Dados tabulados a pedido da Folha
pelo IBGE a partir da Pnad (Pesquisa Nacional por Amostra
de Domicílios) mostram que, já em 2004, apenas 11,5% das crianças
de seis anos estavam fora da escola. Dos que estudavam, 26%
já cursavam o ensino fundamental, não mais a pré-escola.
O preocupante é que os Estados que
mais matriculavam em 2004 alunos de seis anos no fundamental
tinham altos níveis de repetência. Rio Grande do Norte (42,1%),
Alagoas (38,1%) e Paraíba (37%) possuíam a maior proporção
de crianças de seis anos no ensino fundamental. E tinham índices
de repetência de, respectivamente, 45,5%, 44,6% e 46,6% na
primeira série, segundo o Censo Escolar de 2004. A média nacional
de repetência para essa série é de 29%.
Para sindicatos de professores desses
Estados, a ampliação teve o objetivo único de obter mais verba
do Fundef, que distribui recursos segundo o número de alunos
no fundamental. Com a entrada de estudantes de seis anos nessa
faixa, cresce o repasse recebido.
Desde 1996, a LDB (Lei de Diretrizes
e Bases da Educação) permite a matrícula no ensino fundamental
de crianças de seis anos, mas define que, na pré-escola, não
pode haver avaliação para repetir ou promover os alunos. A
sanção do ensino fundamental de nove séries, para a maioria
dos educadores consultados pela Folha, ajuda a universalizar
o acesso de crianças de seis anos à escola. Mas é unânime
a preocupação com a forma como isso ocorrerá.

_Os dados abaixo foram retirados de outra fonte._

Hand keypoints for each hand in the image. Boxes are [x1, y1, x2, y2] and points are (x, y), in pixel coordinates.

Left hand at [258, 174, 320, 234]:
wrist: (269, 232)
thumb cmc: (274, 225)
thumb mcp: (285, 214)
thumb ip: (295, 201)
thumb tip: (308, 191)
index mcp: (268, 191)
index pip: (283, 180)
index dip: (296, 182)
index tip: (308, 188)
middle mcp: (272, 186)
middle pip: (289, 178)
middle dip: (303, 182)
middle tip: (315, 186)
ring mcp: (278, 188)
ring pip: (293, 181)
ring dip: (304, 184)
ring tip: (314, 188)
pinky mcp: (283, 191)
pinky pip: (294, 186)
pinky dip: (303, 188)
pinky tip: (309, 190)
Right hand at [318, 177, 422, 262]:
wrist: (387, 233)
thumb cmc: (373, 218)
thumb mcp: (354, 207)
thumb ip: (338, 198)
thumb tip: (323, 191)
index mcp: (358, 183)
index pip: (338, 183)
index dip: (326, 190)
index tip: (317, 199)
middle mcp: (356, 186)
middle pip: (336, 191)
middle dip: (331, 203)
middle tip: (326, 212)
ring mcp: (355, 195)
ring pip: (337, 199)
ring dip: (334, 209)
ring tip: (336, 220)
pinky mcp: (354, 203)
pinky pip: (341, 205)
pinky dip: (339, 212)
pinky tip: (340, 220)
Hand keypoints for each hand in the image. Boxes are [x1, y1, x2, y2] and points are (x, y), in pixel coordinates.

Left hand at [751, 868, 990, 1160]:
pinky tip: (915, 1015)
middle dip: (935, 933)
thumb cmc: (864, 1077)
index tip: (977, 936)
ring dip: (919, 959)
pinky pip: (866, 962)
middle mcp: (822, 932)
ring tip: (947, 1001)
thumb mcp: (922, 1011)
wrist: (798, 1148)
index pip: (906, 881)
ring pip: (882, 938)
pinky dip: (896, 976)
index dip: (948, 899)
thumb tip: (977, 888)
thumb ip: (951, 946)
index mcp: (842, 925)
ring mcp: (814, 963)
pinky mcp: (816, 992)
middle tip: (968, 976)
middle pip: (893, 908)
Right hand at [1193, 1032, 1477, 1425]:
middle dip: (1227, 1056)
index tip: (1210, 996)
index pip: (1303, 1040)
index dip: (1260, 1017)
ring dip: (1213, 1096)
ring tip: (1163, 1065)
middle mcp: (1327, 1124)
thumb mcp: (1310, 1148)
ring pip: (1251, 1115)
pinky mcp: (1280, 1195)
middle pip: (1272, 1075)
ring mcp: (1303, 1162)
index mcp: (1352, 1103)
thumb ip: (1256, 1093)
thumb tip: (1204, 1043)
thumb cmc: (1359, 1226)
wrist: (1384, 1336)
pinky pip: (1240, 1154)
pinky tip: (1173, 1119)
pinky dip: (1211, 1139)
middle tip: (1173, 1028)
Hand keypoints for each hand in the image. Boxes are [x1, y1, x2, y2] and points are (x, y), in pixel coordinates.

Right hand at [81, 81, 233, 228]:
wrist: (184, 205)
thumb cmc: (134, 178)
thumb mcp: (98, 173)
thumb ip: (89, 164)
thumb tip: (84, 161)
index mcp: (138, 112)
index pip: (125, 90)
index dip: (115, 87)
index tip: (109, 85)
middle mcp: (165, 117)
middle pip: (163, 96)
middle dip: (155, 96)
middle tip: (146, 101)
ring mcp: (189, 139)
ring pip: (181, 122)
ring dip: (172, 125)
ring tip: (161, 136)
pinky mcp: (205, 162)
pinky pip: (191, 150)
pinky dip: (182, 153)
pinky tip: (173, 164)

"Há o perigo de as redes adotarem
a repetência na 1ª série com alunos de seis anos. Isso colocaria
a criança diante do fracasso muito cedo, o que prejudica todo
o período escolar", diz o presidente da Câmara da Educação
Básica do CNE (Conselho Nacional de Educação), Cesar Callegari.
Rose Neubauer, ex-secretária estadual
da Educação de São Paulo e ex-integrante do CNE, é contra
o aumento do fundamental e prefere a ampliação do ensino profissionalizante
para jovens. "A faixa de crianças na pré-escola já estava
mais bem atendida. Aumentar a escolaridade obrigatória aos
seis sem resolver o problema da qualidade significa enfiar
essas crianças precipitadamente na cultura de repetência e
submetê-las a uma pedagogia absolutamente inadequada para
a faixa etária." Para Regina de Assis, especialista em educação
infantil e também ex-integrante do CNE, a ampliação é, sim,
positiva, mas há risco para essas crianças: "Nada adiantará
se os professores tiverem as mesmas deficiências que hoje
têm no trabalho com alunos de sete".
O aprendizado nos anos iniciais deve
ser prazeroso, diz ela. "A criança aprende de maneira lúdica
aos seis ou sete anos, mas muitos professores trabalham com
uma seriedade que cria aversão. Ela aprende que o mundo da
escola foi interessante, mas, a partir daquele momento, será
uma chatice: ditados, copiar, repetir."
Ângela Soligo, psicóloga e coordenadora-associada
do curso de pedagogia da Unicamp, diz que não se deve esperar
que as crianças de seis anos aprendam a ler imediatamente.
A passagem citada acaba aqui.